What to produce:
Your task is to gather the lines below that hold the string "nodes".

[[ Records for this task open ]]

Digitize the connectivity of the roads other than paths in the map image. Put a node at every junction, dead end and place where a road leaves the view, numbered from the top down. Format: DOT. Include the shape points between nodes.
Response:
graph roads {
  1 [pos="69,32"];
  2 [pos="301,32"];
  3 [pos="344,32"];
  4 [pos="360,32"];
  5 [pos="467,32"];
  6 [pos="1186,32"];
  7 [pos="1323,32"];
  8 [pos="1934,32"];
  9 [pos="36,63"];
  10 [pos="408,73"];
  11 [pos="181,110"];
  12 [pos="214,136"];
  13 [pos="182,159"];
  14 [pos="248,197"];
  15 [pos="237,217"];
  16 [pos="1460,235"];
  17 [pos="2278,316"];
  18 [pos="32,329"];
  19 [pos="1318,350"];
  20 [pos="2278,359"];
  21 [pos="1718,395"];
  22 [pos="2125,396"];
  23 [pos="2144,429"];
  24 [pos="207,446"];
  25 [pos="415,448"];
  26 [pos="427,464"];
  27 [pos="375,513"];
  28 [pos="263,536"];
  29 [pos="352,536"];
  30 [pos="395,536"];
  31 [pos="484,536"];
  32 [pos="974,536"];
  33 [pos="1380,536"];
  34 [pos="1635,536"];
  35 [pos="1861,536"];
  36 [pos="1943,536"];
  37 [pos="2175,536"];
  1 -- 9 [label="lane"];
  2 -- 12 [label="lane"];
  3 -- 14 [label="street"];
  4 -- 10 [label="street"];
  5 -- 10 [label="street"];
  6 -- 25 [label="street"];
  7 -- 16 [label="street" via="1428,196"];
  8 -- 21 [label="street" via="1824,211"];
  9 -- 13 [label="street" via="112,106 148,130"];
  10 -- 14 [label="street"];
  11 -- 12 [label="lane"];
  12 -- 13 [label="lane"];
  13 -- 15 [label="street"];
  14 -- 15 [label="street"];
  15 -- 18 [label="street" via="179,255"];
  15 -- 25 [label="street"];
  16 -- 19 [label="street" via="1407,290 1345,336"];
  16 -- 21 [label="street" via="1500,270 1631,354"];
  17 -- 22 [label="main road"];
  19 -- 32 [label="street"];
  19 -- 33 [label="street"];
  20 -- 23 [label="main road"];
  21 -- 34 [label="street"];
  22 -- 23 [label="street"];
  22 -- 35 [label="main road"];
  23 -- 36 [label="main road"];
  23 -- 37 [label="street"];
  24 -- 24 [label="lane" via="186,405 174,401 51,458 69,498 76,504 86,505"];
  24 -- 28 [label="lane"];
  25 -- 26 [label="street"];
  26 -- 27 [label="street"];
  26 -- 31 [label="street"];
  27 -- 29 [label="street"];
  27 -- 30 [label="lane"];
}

[[ Records for this task closed ]]
[[ Records for this task open ]]

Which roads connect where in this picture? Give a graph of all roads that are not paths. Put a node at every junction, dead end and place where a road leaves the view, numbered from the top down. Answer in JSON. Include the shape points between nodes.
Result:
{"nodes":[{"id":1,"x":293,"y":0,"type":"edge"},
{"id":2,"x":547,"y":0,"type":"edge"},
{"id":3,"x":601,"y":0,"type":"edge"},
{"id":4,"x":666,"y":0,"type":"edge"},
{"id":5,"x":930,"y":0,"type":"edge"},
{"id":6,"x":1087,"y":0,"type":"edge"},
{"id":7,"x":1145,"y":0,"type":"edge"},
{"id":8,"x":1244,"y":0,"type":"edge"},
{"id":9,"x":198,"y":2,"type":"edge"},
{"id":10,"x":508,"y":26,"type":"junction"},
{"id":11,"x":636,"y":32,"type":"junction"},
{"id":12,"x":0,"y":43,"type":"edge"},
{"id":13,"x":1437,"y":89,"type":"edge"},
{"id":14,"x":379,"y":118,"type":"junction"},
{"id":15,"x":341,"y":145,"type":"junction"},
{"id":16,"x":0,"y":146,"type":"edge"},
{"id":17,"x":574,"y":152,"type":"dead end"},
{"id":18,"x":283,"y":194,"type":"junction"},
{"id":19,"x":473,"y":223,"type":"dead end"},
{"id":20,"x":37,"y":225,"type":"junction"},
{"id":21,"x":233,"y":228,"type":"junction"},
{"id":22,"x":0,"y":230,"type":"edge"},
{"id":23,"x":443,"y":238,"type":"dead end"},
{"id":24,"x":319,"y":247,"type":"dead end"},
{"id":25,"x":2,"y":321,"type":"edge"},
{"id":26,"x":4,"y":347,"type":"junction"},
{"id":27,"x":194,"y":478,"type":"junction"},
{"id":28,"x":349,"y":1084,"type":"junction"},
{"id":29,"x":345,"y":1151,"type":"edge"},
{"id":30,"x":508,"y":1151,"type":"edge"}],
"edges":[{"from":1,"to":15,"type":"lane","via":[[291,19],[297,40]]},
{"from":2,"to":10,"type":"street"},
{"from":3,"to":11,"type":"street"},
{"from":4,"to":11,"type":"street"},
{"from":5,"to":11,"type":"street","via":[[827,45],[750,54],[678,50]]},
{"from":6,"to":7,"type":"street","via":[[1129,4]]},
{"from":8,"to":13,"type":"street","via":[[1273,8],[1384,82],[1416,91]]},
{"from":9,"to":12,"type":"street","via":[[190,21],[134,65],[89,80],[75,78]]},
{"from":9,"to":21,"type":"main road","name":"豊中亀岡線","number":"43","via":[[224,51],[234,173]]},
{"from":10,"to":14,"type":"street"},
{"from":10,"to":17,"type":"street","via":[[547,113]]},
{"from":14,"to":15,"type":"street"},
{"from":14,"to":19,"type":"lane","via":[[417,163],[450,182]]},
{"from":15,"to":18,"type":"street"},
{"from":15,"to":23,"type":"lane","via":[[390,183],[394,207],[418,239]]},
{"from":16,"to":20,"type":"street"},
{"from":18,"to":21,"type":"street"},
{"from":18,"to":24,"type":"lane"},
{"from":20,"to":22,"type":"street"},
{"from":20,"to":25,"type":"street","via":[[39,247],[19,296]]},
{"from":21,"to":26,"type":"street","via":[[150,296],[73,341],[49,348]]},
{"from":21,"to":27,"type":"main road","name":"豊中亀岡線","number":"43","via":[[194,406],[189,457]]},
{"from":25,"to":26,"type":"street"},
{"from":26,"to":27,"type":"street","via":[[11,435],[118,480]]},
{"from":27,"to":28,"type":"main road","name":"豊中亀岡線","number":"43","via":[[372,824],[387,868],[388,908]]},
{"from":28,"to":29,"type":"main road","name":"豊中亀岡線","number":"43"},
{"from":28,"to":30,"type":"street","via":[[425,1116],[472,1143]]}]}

[[ Records for this task closed ]]

Task response:
Digitize the connectivity of the roads other than paths in the map image. Put a node at every junction, dead end and place where a road leaves the view, numbered from the top down. Format: DOT. Include the shape points between nodes.
Which roads connect where in this picture? Give a graph of all roads that are not paths. Put a node at every junction, dead end and place where a road leaves the view, numbered from the top down. Answer in JSON. Include the shape points between nodes.
{"nodes":[{"id":1,"x":293,"y":0,"type":"edge"},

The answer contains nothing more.